Vera-Ruiz Victor A, Robinson John, Jermiin Lars S
School of Mathematics and Statistics, University of Sydney, NSW 2006, Australia.
Department of Mathematics and Statistics, University of Nevada, Reno, NV 89557, USA.
Syst Biol. 2022 Apr 19;71(3):660-675. doi: 10.1093/sysbio/syab074.
In molecular phylogenetics, it is typically assumed that the evolutionary process for DNA can be approximated by independent and identically distributed Markovian processes at the variable sites and that these processes diverge over the edges of a rooted bifurcating tree. Sometimes the nucleotides are transformed from a 4-state alphabet to a 3- or 2-state alphabet by a procedure that is called recoding, lumping, or grouping of states. Here, we introduce a likelihood-ratio test for lumpability for DNA that has diverged under different Markovian conditions, which assesses the assumption that the Markovian property of the evolutionary process over each edge is retained after recoding of the nucleotides. The test is derived and validated numerically on simulated data. To demonstrate the insights that can be gained by using the test, we assessed two published data sets, one of mitochondrial DNA from a phylogenetic study of the ratites and the other of nuclear DNA from a phylogenetic study of yeast. Our analysis of these data sets revealed that recoding of the DNA eliminated some of the compositional heterogeneity detected over the sequences. However, the Markovian property of the original evolutionary process was not retained by the recoding, leading to some significant distortions of edge lengths in reconstructed trees.[Evolutionary processes; likelihood-ratio test; lumpability; Markovian processes; Markov models; phylogeny; recoding of nucleotides.].

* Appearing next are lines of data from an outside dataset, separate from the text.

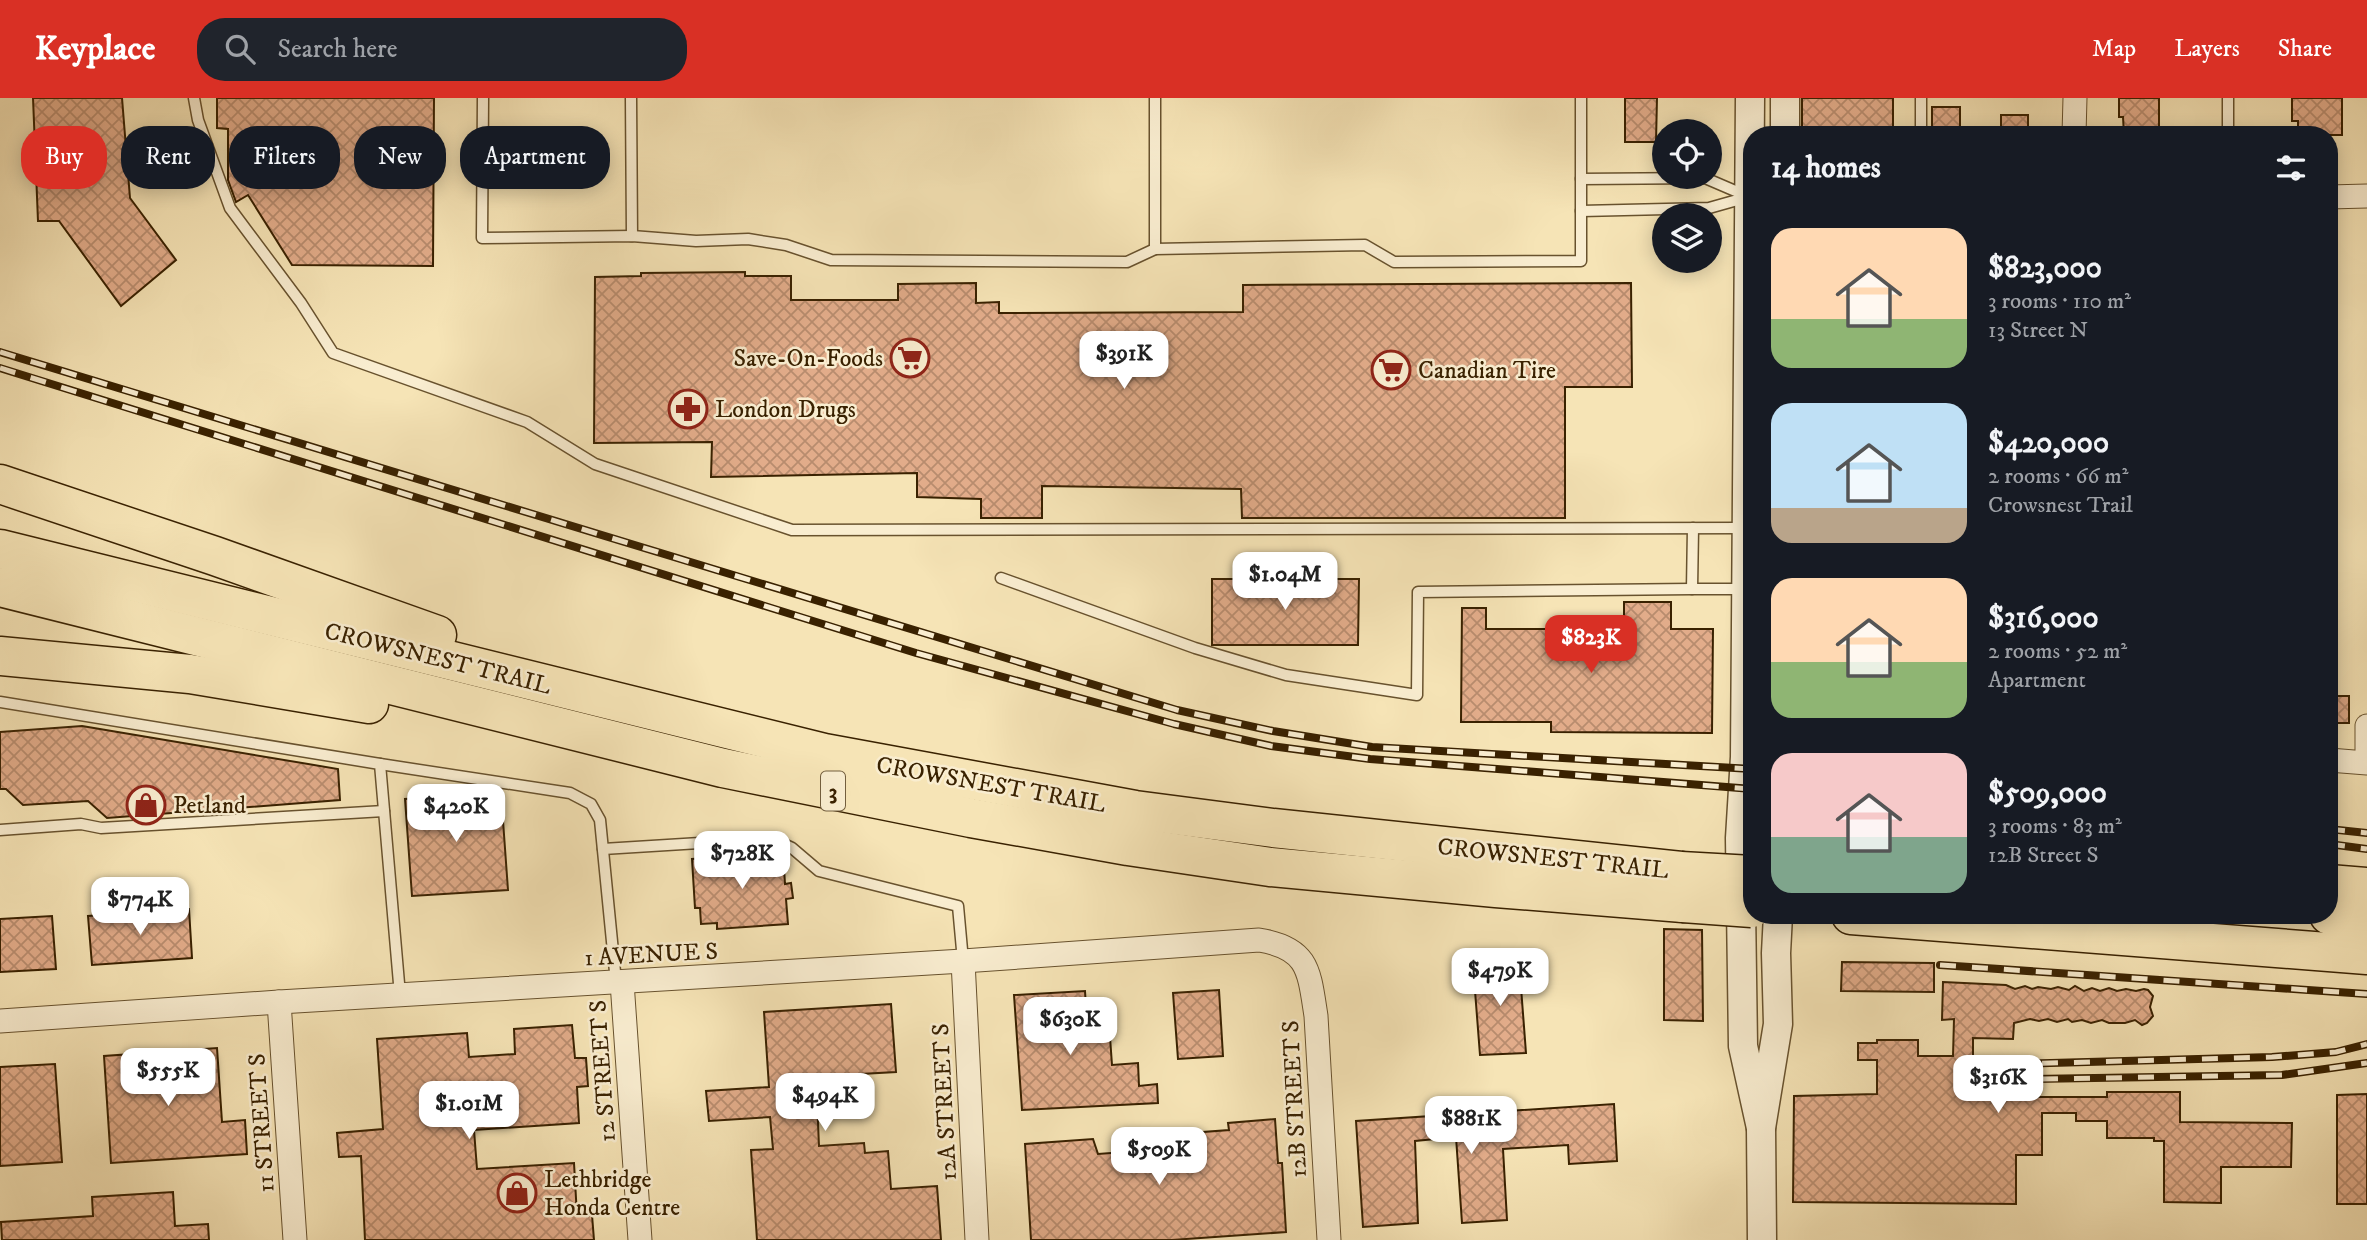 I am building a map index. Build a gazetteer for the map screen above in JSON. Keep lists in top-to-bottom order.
{
  "streets": {
    "highway": ["CROWSNEST TRAIL", "3"],
    "street": [
      "1 AVENUE S",
      "12 STREET S",
      "12B STREET S",
      "12A STREET S",
      "11 STREET S"
    ]
  },
  "crossings": [
    ["1 AVENUE S", "12 STREET S"],
    ["1 AVENUE S", "12B STREET S"],
    ["1 AVENUE S", "12A STREET S"],
    ["1 AVENUE S", "11 STREET S"]
  ],
  "places": {
    "supermarket": ["Save-On-Foods", "Canadian Tire"],
    "pharmacy": ["London Drugs"],
    "shop": ["Petland", "Lethbridge Honda Centre"]
  },
  "page": {
    "header": "Keyplace",
    "search": "Search here",
    "nav": ["Map", "Layers", "Share"],
    "chip": [
      "Buy",
      "Rent",
      "Filters",
      "New",
      "Apartment"
    ],
    "heading": "14 homes",
    "list": [
      {
        "name": "$823,000",
        "note": "3 rooms · 110 m² · 13 Street N"
      },
      {
        "name": "$420,000",
        "note": "2 rooms · 66 m² · Crowsnest Trail"
      },
      {
        "name": "$316,000",
        "note": "2 rooms · 52 m² · Apartment"
      },
      {
        "name": "$509,000",
        "note": "3 rooms · 83 m² · 12B Street S"
      }
    ],
    "price": [
      "$391K",
      "$1.04M",
      "$823K",
      "$420K",
      "$728K",
      "$774K",
      "$479K",
      "$630K",
      "$555K",
      "$316K",
      "$494K",
      "$1.01M",
      "$881K",
      "$509K"
    ]
  }
} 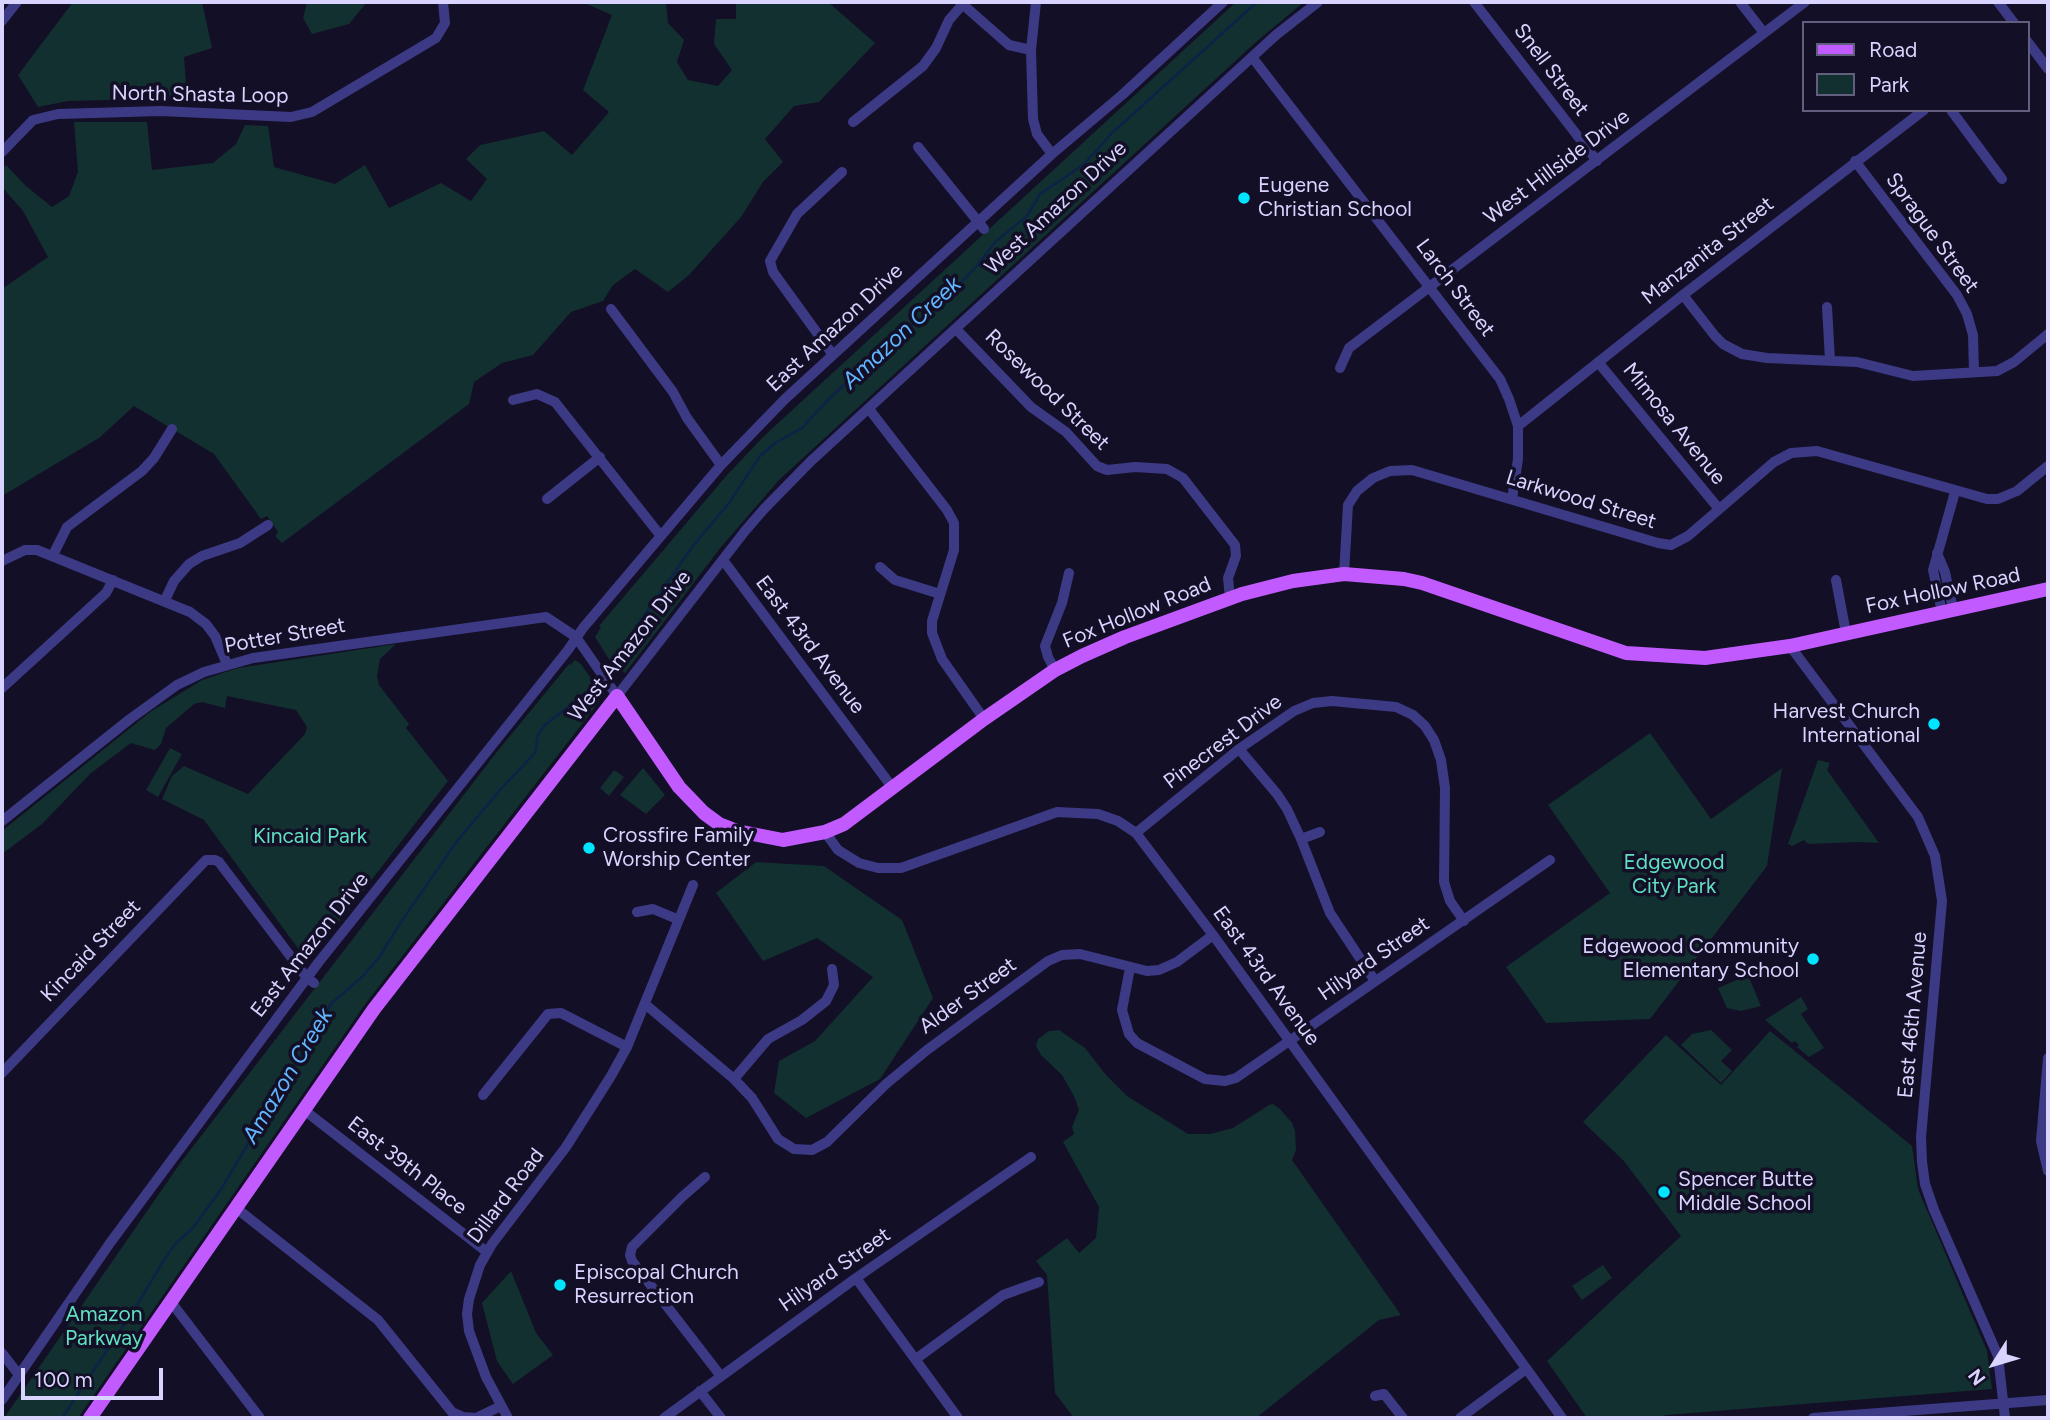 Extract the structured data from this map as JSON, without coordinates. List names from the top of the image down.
{
  "streets": {
    "main road": ["West Amazon Drive", "Fox Hollow Road"],
    "street": [
      "Snell Street",
      "North Shasta Loop",
      "West Hillside Drive",
      "Sprague Street",
      "Manzanita Street",
      "Larch Street",
      "East Amazon Drive",
      "Rosewood Street",
      "Mimosa Avenue",
      "Larkwood Street",
      "Potter Street",
      "East 43rd Avenue",
      "Pinecrest Drive",
      "Kincaid Street",
      "Hilyard Street",
      "Alder Street",
      "East 46th Avenue",
      "East 39th Place",
      "Dillard Road"
    ]
  },
  "crossings": [
    ["Snell Street", "West Hillside Drive"],
    ["West Hillside Drive", "Larch Street"],
    ["West Amazon Drive", "Larch Street"],
    ["West Amazon Drive", "Rosewood Street"],
    ["West Amazon Drive", "Fox Hollow Road"],
    ["West Amazon Drive", "East 43rd Avenue"],
    ["West Amazon Drive", "East 39th Place"],
    ["Sprague Street", "Manzanita Street"],
    ["Manzanita Street", "Larch Street"],
    ["Manzanita Street", "Mimosa Avenue"],
    ["Larch Street", "Larkwood Street"],
    ["East Amazon Drive", "Fox Hollow Road"],
    ["East Amazon Drive", "Potter Street"],
    ["East Amazon Drive", "Kincaid Street"],
    ["Rosewood Street", "Fox Hollow Road"],
    ["Mimosa Avenue", "Larkwood Street"],
    ["Larkwood Street", "Fox Hollow Road"],
    ["Fox Hollow Road", "Potter Street"],
    ["Fox Hollow Road", "East 43rd Avenue"],
    ["Fox Hollow Road", "East 46th Avenue"],
    ["East 43rd Avenue", "Pinecrest Drive"],
    ["East 43rd Avenue", "Hilyard Street"],
    ["East 43rd Avenue", "Alder Street"],
    ["Pinecrest Drive", "Hilyard Street"],
    ["Hilyard Street", "Alder Street"],
    ["East 39th Place", "Dillard Road"]
  ],
  "water": ["Amazon Creek"],
  "parks": ["Kincaid Park", "Edgewood City Park", "Amazon Parkway"],
  "places": [
    "Eugene Christian School",
    "Harvest Church International",
    "Crossfire Family Worship Center",
    "Edgewood Community Elementary School",
    "Spencer Butte Middle School",
    "Episcopal Church Resurrection"
  ],
  "legend": ["Road", "Park"],
  "scale_bar": "100 m",
  "north": "bottom left"
}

在分子系统发育学中,通常假定DNA的进化过程可以通过可变位点处独立且同分布的马尔可夫过程来近似,并且这些过程在有根二叉树的边上发生分歧。有时,核苷酸会通过一种称为状态重新编码、合并或分组的程序从四状态字母表转换为三状态或二状态字母表。在此,我们针对在不同马尔可夫条件下发生分歧的DNA引入了一种关于可合并性的似然比检验,该检验评估了核苷酸重新编码后每条边上进化过程的马尔可夫性质是否得以保留这一假设。该检验通过数值方法在模拟数据上进行了推导和验证。为了展示使用该检验所能获得的见解,我们评估了两个已发表的数据集,一个是来自平胸总目系统发育研究的线粒体DNA数据集,另一个是来自酵母系统发育研究的核DNA数据集。我们对这些数据集的分析表明,DNA的重新编码消除了序列中检测到的一些组成异质性。然而,重新编码并未保留原始进化过程的马尔可夫性质,导致重建树中边长度出现一些显著扭曲。[进化过程;似然比检验;可合并性;马尔可夫过程;马尔可夫模型;系统发育;核苷酸重新编码。]